Directions: Select the lines of the records containing the word "WEISSENSTEINER" and list them.

Data extracts:
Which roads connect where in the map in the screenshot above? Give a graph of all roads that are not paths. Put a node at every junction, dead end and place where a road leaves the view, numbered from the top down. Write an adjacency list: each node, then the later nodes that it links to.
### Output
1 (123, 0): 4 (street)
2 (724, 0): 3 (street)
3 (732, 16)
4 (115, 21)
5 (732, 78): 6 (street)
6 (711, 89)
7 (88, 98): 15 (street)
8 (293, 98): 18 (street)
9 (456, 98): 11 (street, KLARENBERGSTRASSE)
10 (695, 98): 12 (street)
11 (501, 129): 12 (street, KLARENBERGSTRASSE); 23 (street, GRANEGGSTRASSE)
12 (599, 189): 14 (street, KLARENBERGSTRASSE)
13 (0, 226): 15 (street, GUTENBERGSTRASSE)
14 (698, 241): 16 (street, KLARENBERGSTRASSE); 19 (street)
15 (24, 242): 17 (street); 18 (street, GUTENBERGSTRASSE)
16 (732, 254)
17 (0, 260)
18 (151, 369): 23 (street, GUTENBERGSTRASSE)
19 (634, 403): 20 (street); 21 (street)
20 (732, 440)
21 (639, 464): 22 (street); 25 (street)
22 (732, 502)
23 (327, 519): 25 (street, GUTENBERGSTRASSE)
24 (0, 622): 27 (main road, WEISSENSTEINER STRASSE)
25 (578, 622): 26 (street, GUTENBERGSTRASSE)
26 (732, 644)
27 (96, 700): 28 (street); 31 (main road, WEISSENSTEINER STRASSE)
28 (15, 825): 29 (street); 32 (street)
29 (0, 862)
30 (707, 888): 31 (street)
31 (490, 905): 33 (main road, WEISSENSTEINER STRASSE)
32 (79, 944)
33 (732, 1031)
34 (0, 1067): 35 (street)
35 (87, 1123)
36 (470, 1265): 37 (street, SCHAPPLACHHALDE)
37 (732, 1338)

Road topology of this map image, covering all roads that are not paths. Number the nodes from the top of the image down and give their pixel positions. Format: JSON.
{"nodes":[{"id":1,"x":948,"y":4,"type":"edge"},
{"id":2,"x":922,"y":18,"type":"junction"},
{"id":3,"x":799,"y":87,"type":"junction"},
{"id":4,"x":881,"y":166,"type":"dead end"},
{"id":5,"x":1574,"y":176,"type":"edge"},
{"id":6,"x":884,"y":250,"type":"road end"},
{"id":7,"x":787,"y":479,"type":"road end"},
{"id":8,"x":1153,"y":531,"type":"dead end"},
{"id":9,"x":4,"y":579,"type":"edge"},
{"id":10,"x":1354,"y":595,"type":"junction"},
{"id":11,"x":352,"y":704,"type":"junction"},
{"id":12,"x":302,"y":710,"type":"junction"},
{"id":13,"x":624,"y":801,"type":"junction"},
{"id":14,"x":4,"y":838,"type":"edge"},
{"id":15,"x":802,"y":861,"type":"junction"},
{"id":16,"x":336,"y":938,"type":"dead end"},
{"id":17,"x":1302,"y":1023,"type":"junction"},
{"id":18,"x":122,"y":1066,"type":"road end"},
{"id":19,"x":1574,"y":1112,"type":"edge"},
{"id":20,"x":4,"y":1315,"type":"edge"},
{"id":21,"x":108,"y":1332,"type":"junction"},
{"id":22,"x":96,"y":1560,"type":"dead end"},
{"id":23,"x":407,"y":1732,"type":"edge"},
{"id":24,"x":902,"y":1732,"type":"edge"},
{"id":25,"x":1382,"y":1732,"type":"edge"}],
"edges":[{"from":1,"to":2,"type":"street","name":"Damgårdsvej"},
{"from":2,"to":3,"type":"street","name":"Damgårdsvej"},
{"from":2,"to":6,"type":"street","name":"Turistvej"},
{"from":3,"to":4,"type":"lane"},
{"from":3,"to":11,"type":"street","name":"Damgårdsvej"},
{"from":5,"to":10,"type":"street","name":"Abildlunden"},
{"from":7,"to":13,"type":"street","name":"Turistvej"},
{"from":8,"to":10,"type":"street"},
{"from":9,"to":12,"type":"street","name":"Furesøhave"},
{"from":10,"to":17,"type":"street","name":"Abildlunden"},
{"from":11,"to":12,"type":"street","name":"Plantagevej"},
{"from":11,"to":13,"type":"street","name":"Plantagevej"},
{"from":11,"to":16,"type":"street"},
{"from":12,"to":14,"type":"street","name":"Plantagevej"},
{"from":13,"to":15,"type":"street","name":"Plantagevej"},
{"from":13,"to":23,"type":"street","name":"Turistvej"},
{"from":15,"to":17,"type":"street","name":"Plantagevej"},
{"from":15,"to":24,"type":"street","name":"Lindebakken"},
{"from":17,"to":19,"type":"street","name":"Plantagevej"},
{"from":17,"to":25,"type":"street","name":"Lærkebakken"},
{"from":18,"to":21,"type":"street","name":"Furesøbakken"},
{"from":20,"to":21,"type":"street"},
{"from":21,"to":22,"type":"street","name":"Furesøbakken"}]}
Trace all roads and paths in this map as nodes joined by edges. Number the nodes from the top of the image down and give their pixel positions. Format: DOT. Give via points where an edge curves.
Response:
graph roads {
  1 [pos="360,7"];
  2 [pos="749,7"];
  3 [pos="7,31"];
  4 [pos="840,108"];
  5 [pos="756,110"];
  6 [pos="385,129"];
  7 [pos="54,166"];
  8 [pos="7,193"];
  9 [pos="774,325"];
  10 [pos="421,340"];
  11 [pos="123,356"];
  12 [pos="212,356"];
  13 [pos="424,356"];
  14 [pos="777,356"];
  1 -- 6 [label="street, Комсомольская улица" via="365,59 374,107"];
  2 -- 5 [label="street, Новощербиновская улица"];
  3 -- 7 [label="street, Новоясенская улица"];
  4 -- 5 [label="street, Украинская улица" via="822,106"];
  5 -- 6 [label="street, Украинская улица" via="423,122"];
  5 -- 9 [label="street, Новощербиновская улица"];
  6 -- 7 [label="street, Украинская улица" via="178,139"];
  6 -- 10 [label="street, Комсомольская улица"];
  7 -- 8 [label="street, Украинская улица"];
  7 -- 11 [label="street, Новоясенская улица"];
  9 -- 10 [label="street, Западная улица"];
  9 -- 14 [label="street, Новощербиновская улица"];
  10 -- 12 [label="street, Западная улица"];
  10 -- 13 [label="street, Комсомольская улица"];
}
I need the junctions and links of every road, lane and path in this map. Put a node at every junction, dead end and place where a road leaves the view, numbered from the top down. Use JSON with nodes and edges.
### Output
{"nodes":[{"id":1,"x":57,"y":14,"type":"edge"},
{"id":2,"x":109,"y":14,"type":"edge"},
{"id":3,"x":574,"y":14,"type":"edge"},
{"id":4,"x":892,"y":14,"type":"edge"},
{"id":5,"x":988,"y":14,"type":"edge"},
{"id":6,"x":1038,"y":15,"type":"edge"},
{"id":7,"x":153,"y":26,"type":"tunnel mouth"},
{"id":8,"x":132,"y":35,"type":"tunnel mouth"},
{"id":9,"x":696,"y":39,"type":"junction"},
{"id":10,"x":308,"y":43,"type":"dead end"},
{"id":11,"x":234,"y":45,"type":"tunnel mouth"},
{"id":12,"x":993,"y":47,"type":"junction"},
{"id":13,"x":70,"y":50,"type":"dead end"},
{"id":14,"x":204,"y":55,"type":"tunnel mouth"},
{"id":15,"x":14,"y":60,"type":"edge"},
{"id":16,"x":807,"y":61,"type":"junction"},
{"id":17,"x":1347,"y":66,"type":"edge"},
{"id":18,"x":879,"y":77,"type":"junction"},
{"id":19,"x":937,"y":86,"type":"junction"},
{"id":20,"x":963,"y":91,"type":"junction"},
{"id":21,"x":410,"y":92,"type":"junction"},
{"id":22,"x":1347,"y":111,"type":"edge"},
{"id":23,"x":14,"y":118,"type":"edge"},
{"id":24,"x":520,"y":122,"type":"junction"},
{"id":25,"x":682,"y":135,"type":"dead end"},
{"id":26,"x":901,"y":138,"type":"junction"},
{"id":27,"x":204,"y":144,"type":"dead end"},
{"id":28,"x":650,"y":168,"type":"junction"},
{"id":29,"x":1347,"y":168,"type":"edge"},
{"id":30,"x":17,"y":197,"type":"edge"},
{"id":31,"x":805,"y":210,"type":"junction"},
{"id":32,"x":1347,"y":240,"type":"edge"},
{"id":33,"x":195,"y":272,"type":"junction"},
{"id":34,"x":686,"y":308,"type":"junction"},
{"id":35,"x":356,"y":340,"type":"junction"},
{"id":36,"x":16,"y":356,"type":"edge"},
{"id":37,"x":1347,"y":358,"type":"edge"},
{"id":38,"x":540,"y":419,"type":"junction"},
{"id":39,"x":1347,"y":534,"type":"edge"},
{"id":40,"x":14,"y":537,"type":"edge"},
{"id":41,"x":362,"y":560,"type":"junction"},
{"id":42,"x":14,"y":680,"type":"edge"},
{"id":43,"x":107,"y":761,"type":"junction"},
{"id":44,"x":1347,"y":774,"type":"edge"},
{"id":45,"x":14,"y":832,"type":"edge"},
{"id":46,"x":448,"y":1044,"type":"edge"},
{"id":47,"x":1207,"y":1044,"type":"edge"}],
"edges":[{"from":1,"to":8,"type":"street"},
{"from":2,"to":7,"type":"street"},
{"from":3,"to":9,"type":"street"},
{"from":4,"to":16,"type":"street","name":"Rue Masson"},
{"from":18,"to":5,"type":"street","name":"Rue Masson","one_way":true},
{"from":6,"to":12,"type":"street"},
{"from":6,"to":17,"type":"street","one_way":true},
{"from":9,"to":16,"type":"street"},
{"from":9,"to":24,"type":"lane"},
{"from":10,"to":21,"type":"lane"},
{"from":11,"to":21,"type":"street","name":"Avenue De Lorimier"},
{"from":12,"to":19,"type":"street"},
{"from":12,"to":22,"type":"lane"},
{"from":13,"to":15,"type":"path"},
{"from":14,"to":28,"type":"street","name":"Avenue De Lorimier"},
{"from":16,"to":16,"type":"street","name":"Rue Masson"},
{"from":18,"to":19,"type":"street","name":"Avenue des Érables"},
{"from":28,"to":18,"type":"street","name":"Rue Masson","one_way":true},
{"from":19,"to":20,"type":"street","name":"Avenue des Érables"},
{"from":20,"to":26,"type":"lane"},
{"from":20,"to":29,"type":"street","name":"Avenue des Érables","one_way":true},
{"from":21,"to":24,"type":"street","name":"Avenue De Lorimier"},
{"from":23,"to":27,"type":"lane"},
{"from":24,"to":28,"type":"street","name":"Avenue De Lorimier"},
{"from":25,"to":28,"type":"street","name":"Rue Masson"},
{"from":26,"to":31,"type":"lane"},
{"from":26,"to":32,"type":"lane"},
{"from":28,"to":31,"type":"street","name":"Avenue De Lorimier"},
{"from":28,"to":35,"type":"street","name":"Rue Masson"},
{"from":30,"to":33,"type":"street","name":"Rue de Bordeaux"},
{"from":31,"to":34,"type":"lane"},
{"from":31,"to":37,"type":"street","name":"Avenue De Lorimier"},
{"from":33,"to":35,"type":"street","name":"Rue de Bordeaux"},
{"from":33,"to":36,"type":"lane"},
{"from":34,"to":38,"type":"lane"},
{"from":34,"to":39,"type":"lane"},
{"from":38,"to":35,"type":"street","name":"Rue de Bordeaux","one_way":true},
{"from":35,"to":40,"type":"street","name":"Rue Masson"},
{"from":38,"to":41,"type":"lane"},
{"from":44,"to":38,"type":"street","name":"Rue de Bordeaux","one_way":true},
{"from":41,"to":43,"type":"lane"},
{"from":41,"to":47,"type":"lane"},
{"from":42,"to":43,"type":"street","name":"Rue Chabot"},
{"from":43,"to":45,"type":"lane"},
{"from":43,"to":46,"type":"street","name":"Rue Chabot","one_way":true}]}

Solution to the exercise:
24 (0, 622): 27 (main road, WEISSENSTEINER STRASSE)
27 (96, 700): 28 (street); 31 (main road, WEISSENSTEINER STRASSE)
31 (490, 905): 33 (main road, WEISSENSTEINER STRASSE)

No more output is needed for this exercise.